In this week’s Torah reading, the Patriarch Jacob (Yaakov) is given a second name Yisrael, Israel. Indeed, when speaking collectively about our people and our land, this name is used more consistently and prominently.
Judaism, particularly in the light of the mystical teachings of the Kabbalah, puts much emphasis on names. In that vein, the two names used to refer to Jacob highlight different elements of our Divine service. The letters of the name Yaakov, Hebrew for Jacob, can be broken into the phrase י עקב. The letter י refers to the fundamental G‑dly spark that exists within each of us. עקב, ekev, is the Hebrew for heel, a limb which our Sages describe as “the angel of death within a human being.” For the callused heel is insensitive. It lacks the ability to feel stimuli from the outside and respond to it.
The name Yaakov, Jacob, refers to a Jew — and our people collectively — on the level of a heel, i.e., when our ability to appreciate and respond to spirituality is hamstrung. Even then, one must realize that the first letter of our name is a yud, i.e., G‑dliness is what dominates and directs our lives.
The significance of this name is underscored by the situations in which it is mentioned in the Bible. Firstly, it was given because Jacob was holding on to the heel of Esau. In other words, it refers to a situation where a Jew is outwardly lower than he should be, because of the gentile environment in which he is found. Certainly, he possesses an inner spiritual advantage. For that reason, as the commentaries explain, he was holding Esau back. He knew that he deserved prominence. Yet, although Jacob knew that; others did not. Outwardly, he appeared on a lower level.
Thus, in a larger sense, the name Jacob refers to the Jews as they are in exile. Yes, their spiritual potential remains intact, but outwardly, they must grapple with their environment, which places them at a spiritual disadvantage.
That leads to the second explanation the Torah gives for the name Yaakov. Esau says: “He is called Yaakov, because he tricked me (yakvani).” Jacob can’t be up-front all the time; the stresses and tribulations of exile sometimes cause him to act in secrecy.
This does not mean cheating. Quite the contrary, as seen by his conduct in the house of Laban, Jacob is a paradigm of ethics and integrity. But sometimes, like the secret Jews in Spain who hid their Judaism or the underground classrooms in Communist Russia, a somewhat dual lifestyle is necessary.

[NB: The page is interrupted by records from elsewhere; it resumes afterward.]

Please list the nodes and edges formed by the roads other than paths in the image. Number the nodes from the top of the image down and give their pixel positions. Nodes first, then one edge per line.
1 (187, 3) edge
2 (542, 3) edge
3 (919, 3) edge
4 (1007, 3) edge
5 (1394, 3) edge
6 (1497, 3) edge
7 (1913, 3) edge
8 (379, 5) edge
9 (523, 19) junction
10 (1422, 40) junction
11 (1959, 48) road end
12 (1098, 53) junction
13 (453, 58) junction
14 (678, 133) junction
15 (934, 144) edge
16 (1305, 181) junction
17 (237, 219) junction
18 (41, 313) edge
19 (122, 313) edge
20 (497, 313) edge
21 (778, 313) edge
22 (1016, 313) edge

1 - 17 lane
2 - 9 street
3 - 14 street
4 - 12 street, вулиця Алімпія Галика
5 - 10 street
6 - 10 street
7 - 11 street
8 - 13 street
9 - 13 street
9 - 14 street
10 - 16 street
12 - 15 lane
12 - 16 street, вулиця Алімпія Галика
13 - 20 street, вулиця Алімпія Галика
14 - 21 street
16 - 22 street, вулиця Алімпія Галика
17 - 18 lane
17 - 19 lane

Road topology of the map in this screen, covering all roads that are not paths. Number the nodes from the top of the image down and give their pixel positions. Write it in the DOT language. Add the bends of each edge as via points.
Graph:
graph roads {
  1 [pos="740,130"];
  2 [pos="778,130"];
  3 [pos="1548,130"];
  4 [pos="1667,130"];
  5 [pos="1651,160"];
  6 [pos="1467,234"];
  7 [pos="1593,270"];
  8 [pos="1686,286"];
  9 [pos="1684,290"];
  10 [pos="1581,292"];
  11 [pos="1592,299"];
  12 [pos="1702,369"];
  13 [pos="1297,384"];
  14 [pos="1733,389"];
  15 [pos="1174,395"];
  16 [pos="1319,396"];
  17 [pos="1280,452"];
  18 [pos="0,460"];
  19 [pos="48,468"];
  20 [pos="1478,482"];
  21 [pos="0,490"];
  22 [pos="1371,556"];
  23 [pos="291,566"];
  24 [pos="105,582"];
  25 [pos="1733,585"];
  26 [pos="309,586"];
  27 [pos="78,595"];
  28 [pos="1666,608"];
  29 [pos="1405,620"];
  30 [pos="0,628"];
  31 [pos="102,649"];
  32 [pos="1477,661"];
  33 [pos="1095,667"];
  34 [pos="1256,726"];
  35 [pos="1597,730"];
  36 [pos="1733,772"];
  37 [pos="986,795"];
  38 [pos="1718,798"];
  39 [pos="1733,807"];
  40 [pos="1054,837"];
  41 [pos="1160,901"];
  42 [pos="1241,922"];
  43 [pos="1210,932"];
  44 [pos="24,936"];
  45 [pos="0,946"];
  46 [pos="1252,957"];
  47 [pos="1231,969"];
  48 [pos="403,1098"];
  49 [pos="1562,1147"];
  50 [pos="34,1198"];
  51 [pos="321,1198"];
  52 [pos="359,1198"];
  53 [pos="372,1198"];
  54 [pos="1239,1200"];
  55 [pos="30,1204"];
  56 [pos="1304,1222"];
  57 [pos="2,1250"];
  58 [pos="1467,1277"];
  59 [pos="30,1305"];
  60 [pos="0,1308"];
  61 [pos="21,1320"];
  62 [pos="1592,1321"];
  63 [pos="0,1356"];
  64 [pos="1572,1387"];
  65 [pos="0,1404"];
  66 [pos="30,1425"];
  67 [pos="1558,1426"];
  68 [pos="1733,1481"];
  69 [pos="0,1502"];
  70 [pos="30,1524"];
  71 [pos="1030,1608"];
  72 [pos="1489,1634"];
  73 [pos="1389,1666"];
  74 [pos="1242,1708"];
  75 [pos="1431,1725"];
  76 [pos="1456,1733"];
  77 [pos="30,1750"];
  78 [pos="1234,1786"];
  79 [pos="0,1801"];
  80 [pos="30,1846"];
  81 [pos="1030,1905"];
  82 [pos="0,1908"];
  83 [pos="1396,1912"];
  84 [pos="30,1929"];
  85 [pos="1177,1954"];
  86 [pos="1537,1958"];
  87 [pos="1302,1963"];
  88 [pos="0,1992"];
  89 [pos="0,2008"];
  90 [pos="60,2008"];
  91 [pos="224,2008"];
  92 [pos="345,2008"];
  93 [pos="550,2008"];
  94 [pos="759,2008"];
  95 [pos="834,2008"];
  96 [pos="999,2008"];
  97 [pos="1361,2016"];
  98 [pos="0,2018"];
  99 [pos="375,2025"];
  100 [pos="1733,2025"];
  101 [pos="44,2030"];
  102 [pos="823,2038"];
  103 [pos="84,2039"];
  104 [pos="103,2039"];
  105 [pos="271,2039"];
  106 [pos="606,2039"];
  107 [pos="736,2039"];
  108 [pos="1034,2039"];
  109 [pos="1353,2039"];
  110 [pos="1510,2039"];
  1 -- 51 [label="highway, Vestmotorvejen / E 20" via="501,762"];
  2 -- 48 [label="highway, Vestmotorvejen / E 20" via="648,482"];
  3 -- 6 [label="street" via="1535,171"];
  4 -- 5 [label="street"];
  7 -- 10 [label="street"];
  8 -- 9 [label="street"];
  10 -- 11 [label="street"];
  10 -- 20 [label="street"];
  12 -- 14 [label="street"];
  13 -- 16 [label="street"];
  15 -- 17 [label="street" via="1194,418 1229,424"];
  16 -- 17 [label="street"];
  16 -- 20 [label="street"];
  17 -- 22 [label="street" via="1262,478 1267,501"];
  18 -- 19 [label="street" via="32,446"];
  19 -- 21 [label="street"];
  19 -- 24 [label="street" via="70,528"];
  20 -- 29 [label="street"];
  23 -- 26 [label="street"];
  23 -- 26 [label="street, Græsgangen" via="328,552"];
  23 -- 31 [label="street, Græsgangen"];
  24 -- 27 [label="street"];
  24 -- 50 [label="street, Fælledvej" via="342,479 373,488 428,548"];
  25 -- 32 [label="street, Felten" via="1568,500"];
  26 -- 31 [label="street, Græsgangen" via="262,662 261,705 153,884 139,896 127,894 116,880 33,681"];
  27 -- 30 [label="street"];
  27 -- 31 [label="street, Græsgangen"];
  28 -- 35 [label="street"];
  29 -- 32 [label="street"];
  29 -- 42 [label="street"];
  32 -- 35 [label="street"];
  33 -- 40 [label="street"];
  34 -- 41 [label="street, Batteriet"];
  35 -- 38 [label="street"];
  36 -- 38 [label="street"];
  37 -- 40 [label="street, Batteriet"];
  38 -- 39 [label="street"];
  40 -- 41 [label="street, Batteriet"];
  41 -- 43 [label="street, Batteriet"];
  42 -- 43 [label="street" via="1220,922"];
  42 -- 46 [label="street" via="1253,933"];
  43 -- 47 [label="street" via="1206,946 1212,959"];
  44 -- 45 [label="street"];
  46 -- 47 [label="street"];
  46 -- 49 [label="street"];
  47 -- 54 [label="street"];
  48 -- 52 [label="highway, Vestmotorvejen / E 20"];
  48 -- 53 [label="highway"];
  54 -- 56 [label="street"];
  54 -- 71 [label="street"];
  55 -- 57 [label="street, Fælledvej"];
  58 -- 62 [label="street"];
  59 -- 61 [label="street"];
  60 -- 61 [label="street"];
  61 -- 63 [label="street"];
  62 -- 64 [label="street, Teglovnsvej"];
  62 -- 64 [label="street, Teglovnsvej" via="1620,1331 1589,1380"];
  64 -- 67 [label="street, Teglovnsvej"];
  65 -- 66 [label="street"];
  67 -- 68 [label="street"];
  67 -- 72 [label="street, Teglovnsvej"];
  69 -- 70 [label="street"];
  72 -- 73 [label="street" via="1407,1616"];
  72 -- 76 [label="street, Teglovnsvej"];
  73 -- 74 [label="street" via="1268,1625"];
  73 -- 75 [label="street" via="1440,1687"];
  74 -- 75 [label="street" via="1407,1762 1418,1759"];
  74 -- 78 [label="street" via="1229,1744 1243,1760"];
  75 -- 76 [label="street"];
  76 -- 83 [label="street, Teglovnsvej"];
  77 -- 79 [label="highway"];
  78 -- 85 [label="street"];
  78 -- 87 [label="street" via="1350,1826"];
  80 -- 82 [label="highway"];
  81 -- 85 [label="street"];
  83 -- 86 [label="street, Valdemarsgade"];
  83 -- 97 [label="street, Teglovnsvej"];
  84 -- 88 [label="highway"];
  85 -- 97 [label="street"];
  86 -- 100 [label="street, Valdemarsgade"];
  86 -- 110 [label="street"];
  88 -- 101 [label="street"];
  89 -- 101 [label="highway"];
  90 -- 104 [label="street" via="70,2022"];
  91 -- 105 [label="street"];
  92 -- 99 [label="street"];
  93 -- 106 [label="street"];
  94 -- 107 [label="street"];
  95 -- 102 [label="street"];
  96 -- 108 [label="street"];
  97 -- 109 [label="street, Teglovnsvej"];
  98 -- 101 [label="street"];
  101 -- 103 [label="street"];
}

And the situation does not have to be so extreme. When a Jew involves himself fully in American life six days a week, but on Shabbos, heshuts off his phone and closets himself from the mundane world, he is presenting two faces, one for the world at large and one, for himself.
Yisrael (ישראל), Israel, Jacob’s second name, communicates a different message. That name can be broken up into the words ישר א-ל, “direct to G‑d.” On the level of Israel, a Jew — and the Jewish people as a whole — need no subterfuge. Their Jewish identity shines powerfully at all times and in all situations. As the Torah states, that name was given when “you strove with men and angels and you prevailed.”
Looking to the Horizon
When will the Jews’ identity as Israel be revealed in a full sense? In the era of Mashiach.
There is also an allusion to this in our Torah reading. At the conclusion of his encounter with Esau, Jacob promises to visit him in his home on Mt. Seir. Our Sages note that he never kept that promise in his lifetime. Instead, it refers to the Ultimate Future, when “Saviors will ascend Mt. Zion and judge the mountain of Esau and sovereignty will be G‑d’s.”
In the present era, as in the Torah reading, Jacob bows to Esau and calls him “my master.” But in the Ultimate Future the quality of Israel will be revealed and the supremacy of the G‑dly nature the Jews possess will come to the surface.
We can experience a foretaste of this at present. Gone are the times when we must adopt a galus mentality, humbling ourselves in exile. We can stand proudly as Jews, living according to the Torah’s standards without any embarrassment or the need to conceal our Judaism.